At any rate, it appears this defiant mayor and his police commissioner decided that, if the police can’t stop and frisk without federal monitoring, then they would just stop policing Black and Hispanic neighborhoods. Period.
Here’s how Bloomberg betrayed their our-way-or-the-highway … we’ll-show-them decision:
These cops want to get home to their families. They want to be safe. And they are willing to put their lives on the line to protect you and me, and then they’re going to be second-guessed all the time? How can they go out and do this?
(New York Post, September 21, 2013)
Tragically, the fallout from their decision was all-too foreseeable:
Jorge Alvarez, 44, was shot in both legs when he was caught in the crossfire between two drug gangs on Aug. 13, one day after Manhattan federal Judge Shira Scheindlin ruled the NYPD’s use of stop-and-frisk unconstitutional…
He was among the 164 New Yorkers struck by bullets during the 28-day period that ended Sept. 8, marking a 9-plus percent increase over the same period in 2012. Shooting incidents also spiked nearly 13 percent, to 140, with police sources noting that ‘perps are not afraid to carry a gun’ due to the reforms Scheindlin has ordered.
(New York Post, September 30, 2013)
Unsurprisingly, this spike in shooting incidents has many New Yorkers reacting just as Bloomberg probably hoped or intended. Here, for example, is what the Post quotes Tonia Garcia saying after her son was killed during a simple traffic dispute on August 18:
Stop-and-frisk is the best policy — it caught more criminals. Now, everyone is running rampant. Come live in it for a little while, move in the neighborhood for a little while.
Somebody gets killed over here once a week, twice a week. Stop-and-frisk keeps people safer.
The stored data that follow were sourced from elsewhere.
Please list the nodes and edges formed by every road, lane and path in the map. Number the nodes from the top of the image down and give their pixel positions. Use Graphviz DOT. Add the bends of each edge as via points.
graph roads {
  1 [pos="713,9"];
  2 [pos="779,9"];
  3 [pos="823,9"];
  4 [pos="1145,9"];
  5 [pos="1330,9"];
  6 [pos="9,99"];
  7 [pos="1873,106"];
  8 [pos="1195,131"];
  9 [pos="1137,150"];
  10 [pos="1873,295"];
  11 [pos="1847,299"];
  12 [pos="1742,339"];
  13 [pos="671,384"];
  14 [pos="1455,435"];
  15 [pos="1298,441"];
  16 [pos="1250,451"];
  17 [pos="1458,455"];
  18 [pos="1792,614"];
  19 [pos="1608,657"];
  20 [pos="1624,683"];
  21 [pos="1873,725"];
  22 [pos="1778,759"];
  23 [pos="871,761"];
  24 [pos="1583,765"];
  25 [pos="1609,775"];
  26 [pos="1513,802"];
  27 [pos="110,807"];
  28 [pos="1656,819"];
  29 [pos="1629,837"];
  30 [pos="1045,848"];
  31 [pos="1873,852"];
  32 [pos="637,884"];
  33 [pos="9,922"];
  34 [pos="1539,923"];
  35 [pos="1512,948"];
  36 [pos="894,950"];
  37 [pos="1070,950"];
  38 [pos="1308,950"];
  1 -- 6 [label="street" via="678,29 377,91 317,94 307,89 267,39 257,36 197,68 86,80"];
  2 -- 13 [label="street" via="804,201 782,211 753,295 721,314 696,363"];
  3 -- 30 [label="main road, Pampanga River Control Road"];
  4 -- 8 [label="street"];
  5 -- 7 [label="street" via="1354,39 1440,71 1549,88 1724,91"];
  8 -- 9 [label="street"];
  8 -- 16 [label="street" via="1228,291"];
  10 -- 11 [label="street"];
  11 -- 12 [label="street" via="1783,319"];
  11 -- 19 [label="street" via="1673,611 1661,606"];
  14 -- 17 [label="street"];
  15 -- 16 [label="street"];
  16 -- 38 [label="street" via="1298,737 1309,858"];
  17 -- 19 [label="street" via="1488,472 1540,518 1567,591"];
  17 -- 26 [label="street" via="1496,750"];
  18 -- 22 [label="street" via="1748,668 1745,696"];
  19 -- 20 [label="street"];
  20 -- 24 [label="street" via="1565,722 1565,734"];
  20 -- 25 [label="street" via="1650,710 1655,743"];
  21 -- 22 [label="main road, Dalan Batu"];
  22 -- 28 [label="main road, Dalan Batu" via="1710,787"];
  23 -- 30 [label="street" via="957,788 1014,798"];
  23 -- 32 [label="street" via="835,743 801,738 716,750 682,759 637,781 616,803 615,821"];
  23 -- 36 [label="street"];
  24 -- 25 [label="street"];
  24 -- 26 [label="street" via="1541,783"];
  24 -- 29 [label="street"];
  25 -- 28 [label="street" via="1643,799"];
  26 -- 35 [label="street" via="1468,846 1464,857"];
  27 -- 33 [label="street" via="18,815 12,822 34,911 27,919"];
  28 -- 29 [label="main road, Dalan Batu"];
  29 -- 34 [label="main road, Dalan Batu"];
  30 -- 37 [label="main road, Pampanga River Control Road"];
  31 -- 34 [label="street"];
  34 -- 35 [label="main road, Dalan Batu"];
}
Naturally, I sympathize with her grief. But it’s not the judge who she should be challenging to live in her neighborhood for a little while; it’s the (White) cops Bloomberg dispatches to her neighborhood like soldiers going to war in a foreign country. And they behave accordingly (a la Abu Ghraib).
More to the point, though, if you think Bloomberg feels any sympathy, the you’re-gonna-be-sorry way he telegraphed her son’s death just days earlier might suggest otherwise:
[Mayor Bloomberg] said he hoped the appeal process would allow the current stop-and-frisk practices to continue through the end of his Administration because ‘[minority communities across our city will suffer and] I wouldn’t want to be responsible for a lot of people dying.’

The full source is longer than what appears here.